Although the service provider would provide LTS with “a
branded website and website link that would enable the End
User to perform the web page coding necessary to” make the
payments, the Agreement made clear that “[a]ll right, title[,] and
interest in and to (a) any and all computer programs, . . . (b) the
Service procedures[,] and (c) any and all users guides,
instructions[,] and other documentation provided to, or used by,
LTS in connection with the Service . . . shall be, and remain, the
property of BAF.”

¶9     The Agreement further explained that it would be LTS’s
“responsibility” to ensure “that the origination of ACH
transactions complied with U.S. law,” as well as to “obtain
authorization for each entry prior to debiting [an] End User’s
account.” “With respect to each and every Entry transmitted by
LTS and [an] End User, LTS represented and warranted to BAF
and agreed that . . . each person shown as the End User on an
Entry received by BAF from LTS had authorized the initiation of
such Entry and the crediting or debiting of its account.”

¶10 Under the Agreement, LTS agreed that it had “the sole
responsibility for the accuracy of the data transmitted to [the]
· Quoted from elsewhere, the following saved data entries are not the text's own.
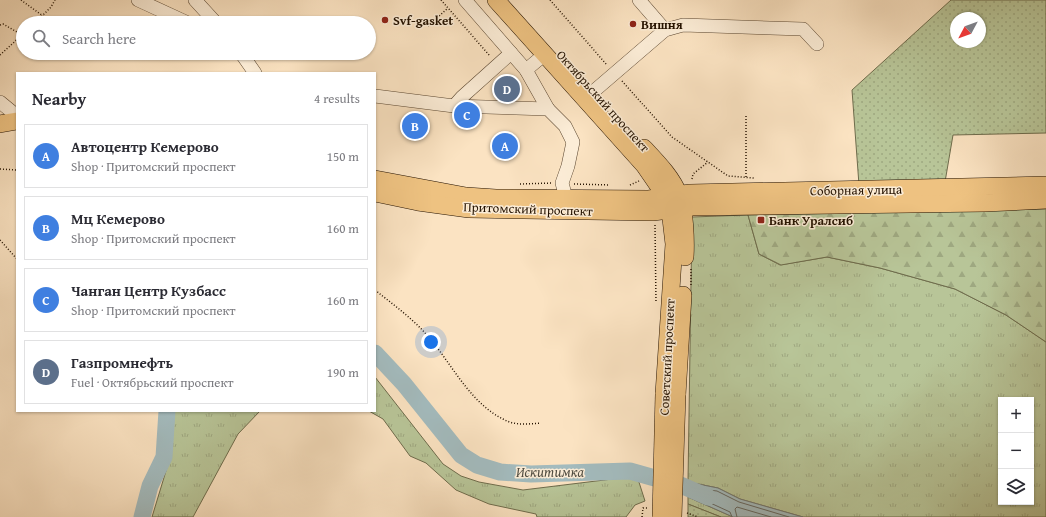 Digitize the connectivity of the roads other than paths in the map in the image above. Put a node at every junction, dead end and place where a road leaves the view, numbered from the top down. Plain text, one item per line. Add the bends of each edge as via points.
1 (138, 0) edge
2 (195, 0) edge
3 (465, 0) edge
4 (496, 0) edge
5 (512, 0) edge
6 (639, 0) edge
7 (173, 16) edge
8 (210, 16) edge
9 (665, 30) junction
10 (817, 44) dead end
11 (511, 53) junction
12 (545, 54) junction
13 (246, 60) edge
14 (526, 70) junction
15 (254, 72) edge
16 (594, 91) junction
17 (376, 96) edge
18 (0, 102) edge
19 (454, 106) junction
20 (548, 109) junction
21 (16, 115) edge
22 (16, 121) edge
23 (0, 124) edge
24 (16, 132) edge
25 (0, 135) edge
26 (376, 179) edge
27 (1046, 185) edge
28 (564, 191) junction
29 (376, 193) edge
30 (851, 198) junction
31 (1046, 200) edge
32 (674, 203) junction
33 (671, 395) junction
34 (661, 517) edge
35 (673, 517) edge

1 - 7 street
2 - 8 street
3 - 11 street
4 - 12 main road, Октябрьский проспект
5 - 16 main road, Октябрьский проспект
6 - 9 street
9 - 10 street via 683,25 803,29
9 - 16 street
11 - 14 street
11 - 19 street
12 - 14 street
12 - 32 main road, Октябрьский проспект via 644,165
13 - 15 street
14 - 20 street
16 - 32 main road, Октябрьский проспект via 665,172
17 - 19 street
18 - 21 street
19 - 20 street
20 - 28 street via 565,126 573,142
22 - 23 main road
24 - 25 main road
26 - 28 main road, Притомский проспект via 477,197
27 - 30 main road, Соборная улица
28 - 32 main road, Притомский проспект
29 - 32 main road, Притомский проспект via 469,209 653,212
30 - 31 main road, Соборная улица
30 - 32 main road, Соборная улица via 690,193
32 - 33 main road, Советский проспект
33 - 34 main road, Советский проспект, bridge
33 - 35 main road, Советский проспект, bridge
Service Provider,” and LTS also “acknowledged and agreed that
if an inconsistency between an End User’s name and account
number existed, the transaction would [still] be initiated based
upon the account number even if it identified a person different
from the named End User.” LTS further “agreed to be
responsible and liable for any loss incurred by any party” under
such circumstances. LTS expressly “acknowledged that it was
solely responsible for any and all returned or rejected items,”
and it further “agreed to indemnify BAF . . . [for] any and all
actions taken by End Users as it related to this Agreement, [and]
any claim by any End User or other third party that an ACH or
credit card entry was not issued by an End User or a person
acting on behalf of an End User.”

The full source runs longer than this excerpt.